— Task goal —
Please return every line of the records below that contains the word "node".

+++ Study material

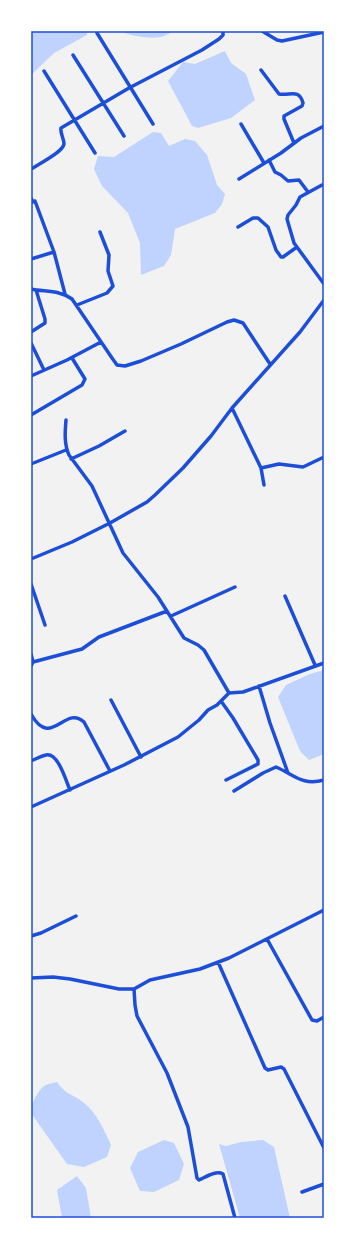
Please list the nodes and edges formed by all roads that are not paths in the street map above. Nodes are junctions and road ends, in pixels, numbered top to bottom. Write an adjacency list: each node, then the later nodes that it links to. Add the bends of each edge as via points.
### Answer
1 (223, 31): 8 (street, via 221,37 202,50)
2 (262, 31): 3 (street, via 282,41)
3 (324, 32)
4 (97, 33): 8 (street)
5 (73, 55): 9 (street)
6 (261, 70): 15 (street, via 279,94 296,94 304,103 284,116)
7 (44, 71): 10 (street)
8 (131, 87): 9 (street); 11 (street)
9 (103, 103): 10 (street); 14 (street)
10 (74, 120): 16 (street); 19 (street, via 61,128 64,142 61,150)
11 (154, 124)
12 (241, 124): 18 (street)
13 (324, 126): 15 (street)
14 (124, 136)
15 (294, 143): 17 (street)
16 (95, 153)
17 (269, 160): 18 (street); 22 (street, via 275,172 288,181 299,180)
18 (264, 164): 20 (street)
19 (31, 169)
20 (239, 179)
21 (322, 185): 22 (street)
22 (308, 192): 26 (street, via 298,199 287,219)
23 (33, 200): 27 (street)
24 (238, 227): 26 (street, via 253,218 258,218 268,227 281,257)
25 (100, 232): 34 (street, via 109,256 108,271 113,286 106,293)
26 (297, 247): 29 (street)
27 (54, 252): 28 (street); 32 (street)
28 (31, 259)
29 (324, 284)
30 (31, 289): 31 (street)
31 (36, 290): 32 (street); 35 (street, via 45,323)
32 (65, 294): 34 (street)
33 (324, 300): 39 (street, via 300,332)
34 (77, 306): 36 (street)
35 (31, 332)
36 (101, 342): 38 (street); 39 (street, via 118,365 125,366 234,320 243,323)
37 (31, 343): 40 (street)
38 (72, 358): 40 (street); 43 (street, via 84,379 82,385)
39 (270, 364): 42 (street)
40 (44, 370): 41 (street)
41 (31, 376)
42 (232, 408): 50 (street); 52 (street, via 211,436 147,502)
43 (31, 415)
44 (66, 420): 46 (street)
45 (125, 431): 48 (street)
46 (66, 450): 48 (street); 49 (street)
47 (324, 457): 50 (street, via 303,467 279,464)
48 (71, 459): 52 (street, via 92,486)
49 (31, 464)
50 (261, 468): 51 (street)
51 (264, 485)
52 (110, 523): 53 (street); 57 (street, via 123,553)
53 (31, 558)
54 (31, 584): 59 (street)
55 (235, 587): 58 (street)
56 (285, 596): 63 (street)
57 (167, 611): 58 (street); 62 (street, via 99,637 82,649)
58 (171, 616): 65 (street, via 184,638 204,650)
59 (45, 626)
60 (31, 654): 62 (street)
61 (324, 663): 63 (street)
62 (32, 664)
63 (315, 665): 64 (street)
64 (259, 686): 65 (street, via 243,692); 72 (street)
65 (229, 692): 67 (street)
66 (111, 700): 69 (street)
67 (221, 701): 69 (street, via 178,737); 73 (street, via 258,760 258,764)
68 (31, 714): 71 (street, via 35,722 48,729 74,717 81,719)
69 (140, 757): 71 (street)
70 (31, 761): 75 (street, via 51,754 55,757)
71 (110, 771): 75 (street)
72 (288, 773): 74 (street, via 313,783); 76 (street, via 276,767 271,768)
73 (226, 780)
74 (324, 780)
75 (70, 790): 77 (street)
76 (234, 791)
77 (31, 807)
78 (324, 910): 81 (street)
79 (76, 916): 80 (street)
80 (31, 936)
81 (268, 939): 82 (street); 85 (street, via 312,1020 317,1021)
82 (218, 962): 84 (street, via 200,969 150,980); 86 (street, via 263,1065 268,1070 281,1066 284,1069)
83 (31, 978): 84 (street, via 70,979 119,989)
84 (134, 989): 89 (street, via 137,1016 171,1081 188,1127 197,1178 198,1180 221,1172 223,1174)
85 (324, 1017)
86 (324, 1148)
87 (324, 1184): 88 (street)
88 (302, 1192)
89 (235, 1218)

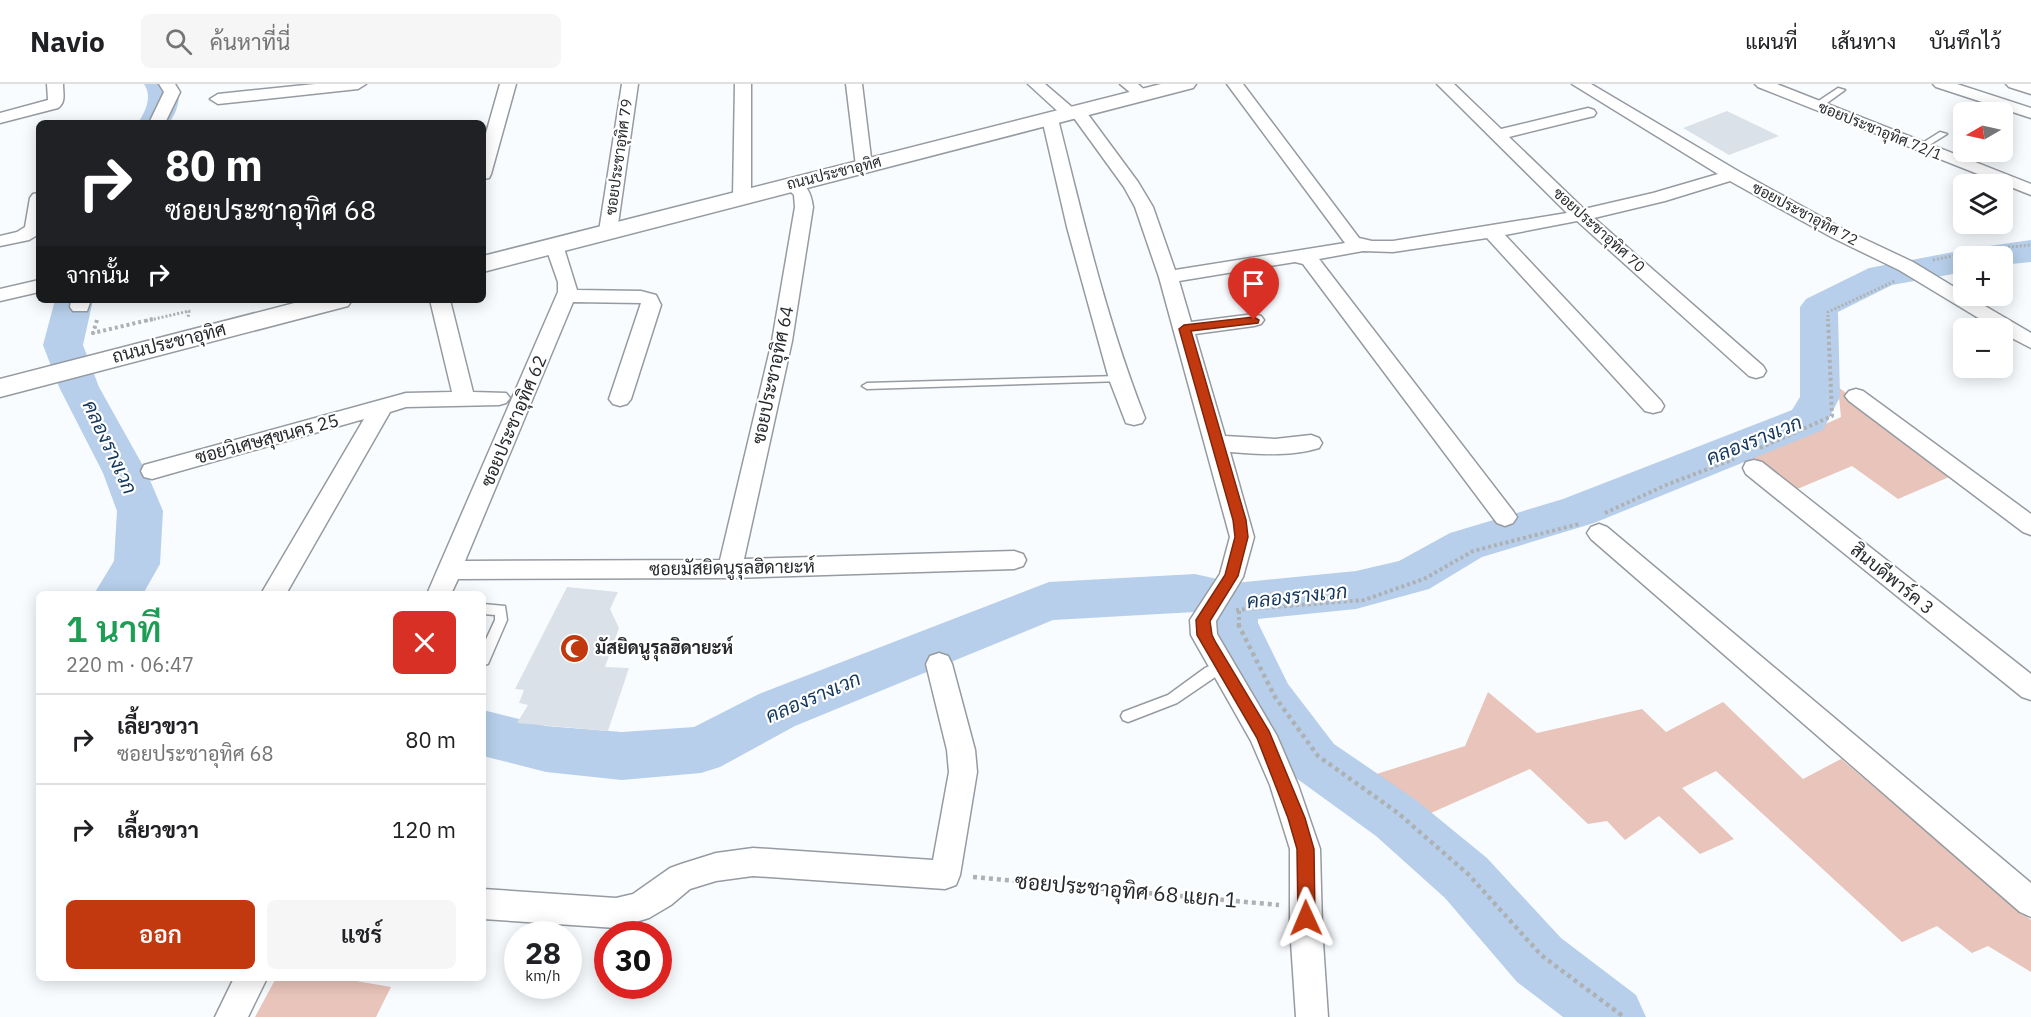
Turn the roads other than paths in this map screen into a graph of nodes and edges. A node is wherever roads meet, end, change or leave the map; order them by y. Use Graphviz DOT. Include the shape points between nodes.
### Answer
graph roads {
  1 [pos="55,84"];
  2 [pos="167,84"];
  3 [pos="358,84"];
  4 [pos="508,84"];
  5 [pos="630,84"];
  6 [pos="742,84"];
  7 [pos="854,84"];
  8 [pos="1036,84"];
  9 [pos="1186,84"];
  10 [pos="1235,84"];
  11 [pos="1445,84"];
  12 [pos="1580,84"];
  13 [pos="1763,84"];
  14 [pos="1941,84"];
  15 [pos="2014,84"];
  16 [pos="2031,89"];
  17 [pos="1135,90"];
  18 [pos="1841,90"];
  19 [pos="218,99"];
  20 [pos="1817,106"];
  21 [pos="1588,113"];
  22 [pos="2031,113"];
  23 [pos="1066,115"];
  24 [pos="0,118"];
  25 [pos="158,120"];
  26 [pos="489,133"];
  27 [pos="1944,134"];
  28 [pos="1498,135"];
  29 [pos="1920,147"];
  30 [pos="486,154"];
  31 [pos="864,166"];
  32 [pos="1732,175"];
  33 [pos="792,184"];
  34 [pos="2031,190"];
  35 [pos="742,196"];
  36 [pos="36,214"];
  37 [pos="1581,216"];
  38 [pos="608,231"];
  39 [pos="1492,232"];
  40 [pos="0,241"];
  41 [pos="554,245"];
  42 [pos="1360,246"];
  43 [pos="1304,256"];
  44 [pos="486,263"];
  45 [pos="1168,277"];
  46 [pos="36,287"];
  47 [pos="0,295"];
  48 [pos="566,297"];
  49 [pos="322,303"];
  50 [pos="441,303"];
  51 [pos="1254,320"];
  52 [pos="1184,329"];
  53 [pos="2031,342"];
  54 [pos="1756,371"];
  55 [pos="1119,379"];
  56 [pos="867,386"];
  57 [pos="0,388"];
  58 [pos="1856,396"];
  59 [pos="499,398"];
  60 [pos="464,399"];
  61 [pos="620,399"];
  62 [pos="1653,406"];
  63 [pos="382,407"];
  64 [pos="1134,418"];
  65 [pos="1311,442"];
  66 [pos="1216,443"];
  67 [pos="1748,459"];
  68 [pos="152,471"];
  69 [pos="1505,517"];
  70 [pos="1594,524"];
  71 [pos="2031,526"];
  72 [pos="1014,560"];
  73 [pos="730,569"];
  74 [pos="450,570"];
  75 [pos="275,591"];
  76 [pos="440,591"];
  77 [pos="486,609"];
  78 [pos="486,653"];
  79 [pos="939,664"];
  80 [pos="1221,665"];
  81 [pos="2031,689"];
  82 [pos="1128,716"];
  83 [pos="2031,902"];
  84 [pos="486,904"];
  85 [pos="249,981"];
  86 [pos="231,1017"];
  87 [pos="1312,1017"];
  1 -- 24 [label="street" via="56,102 52,105"];
  2 -- 25 [label="street" via="172,92"];
  3 -- 19 [label="street"];
  4 -- 26 [label="street"];
  5 -- 38 [label="street, ซอยประชาอุทิศ 79"];
  6 -- 35 [label="street"];
  7 -- 31 [label="street"];
  8 -- 23 [label="street"];
  9 -- 17 [label="main road, ถนนประชาอุทิศ"];
  10 -- 42 [label="street" via="1353,242"];
  11 -- 28 [label="street, ซอยประชาอุทิศ 70"];
  12 -- 32 [label="street, ซอยประชาอุทิศ 72"];
  13 -- 20 [label="street, ซอยประชาอุทิศ 72/1"];
  14 -- 22 [label="street"];
  15 -- 16 [label="street"];
  17 -- 23 [label="main road, ถนนประชาอุทิศ"];
  18 -- 20 [label="lane"];
  20 -- 29 [label="street, ซอยประชาอุทิศ 72/1"];
  21 -- 28 [label="street"];
  23 -- 31 [label="main road, ถนนประชาอุทิศ"];
  23 -- 45 [label="street" via="1132,186 1144,207"];
  23 -- 55 [label="street" via="1076,227"];
  26 -- 30 [label="street"];
  27 -- 29 [label="lane"];
  28 -- 37 [label="street, ซอยประชาอุทิศ 70"];
  29 -- 34 [label="street, ซอยประชาอุทิศ 72/1"];
  31 -- 33 [label="main road, ถนนประชาอุทิศ"];
  32 -- 37 [label="street" via="1684,192"];
  32 -- 53 [label="street, ซอยประชาอุทิศ 72" via="1920,274"];
  33 -- 35 [label="main road, ถนนประชาอุทิศ"];
  33 -- 73 [label="street, ซอยประชาอุทิศ 64" via="802,193 804,207 782,341"];
  35 -- 38 [label="main road, ถนนประชาอุทิศ"];
  36 -- 40 [label="street" via="33,230"];
  37 -- 39 [label="street"];
  37 -- 54 [label="street, ซอยประชาอุทิศ 70"];
  38 -- 41 [label="main road, ถนนประชาอุทิศ"];
  39 -- 42 [label="street"];
  39 -- 62 [label="street"];
  41 -- 44 [label="main road, ถนนประชาอุทิศ"];
  41 -- 48 [label="street" via="567,282"];
  42 -- 43 [label="street"];
  43 -- 45 [label="street"];
  43 -- 69 [label="street" via="1317,267"];
  45 -- 52 [label="street"];
  46 -- 47 [label="street"];
  48 -- 61 [label="street" via="649,299 651,305"];
  48 -- 74 [label="street, ซอยประชาอุทิศ 62"];
  49 -- 57 [label="main road, ถนนประชาอุทิศ"];
  50 -- 60 [label="street"];
  51 -- 52 [label="street"];
  52 -- 66 [label="street"];
  55 -- 56 [label="lane"];
  55 -- 64 [label="street"];
  58 -- 71 [label="street"];
  59 -- 60 [label="street, ซอยวิเศษสุขนคร 25"];
  60 -- 63 [label="street, ซอยวิเศษสุขนคร 25" via="406,400"];
  63 -- 68 [label="street, ซอยวิเศษสุขนคร 25"];
  63 -- 75 [label="street, ซอยวิเศษสุขนคร 25"];
  65 -- 66 [label="street" via="1275,447"];
  66 -- 80 [label="street" via="1242,537 1231,576 1203,620 1204,635"];
  67 -- 81 [label="street, สินบดีพาร์ค 3"];
  70 -- 83 [label="street"];
  72 -- 73 [label="street, ซอยมัสยิดนูรุลฮิดายะห์"];
  73 -- 74 [label="street, ซอยมัสยิดนูรุลฮิดายะห์"];
  74 -- 76 [label="street, ซอยประชาอุทิศ 62"];
  77 -- 78 [label="lane" via="501,610 501,620"];
  79 -- 84 [label="street" via="963,772 945,875 753,862 716,867 681,878 638,908 616,913"];
  80 -- 82 [label="lane" via="1177,695"];
  80 -- 87 [label="street" via="1263,736 1305,849"];
  85 -- 86 [label="street"];
}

++++++

— Exercise response —
Please list the nodes and edges formed by all roads that are not paths in the street map above. Nodes are junctions and road ends, in pixels, numbered top to bottom. Write an adjacency list: each node, then the later nodes that it links to. Add the bends of each edge as via points.
Turn the roads other than paths in this map screen into a graph of nodes and edges. A node is wherever roads meet, end, change or leave the map; order them by y. Use Graphviz DOT. Include the shape points between nodes.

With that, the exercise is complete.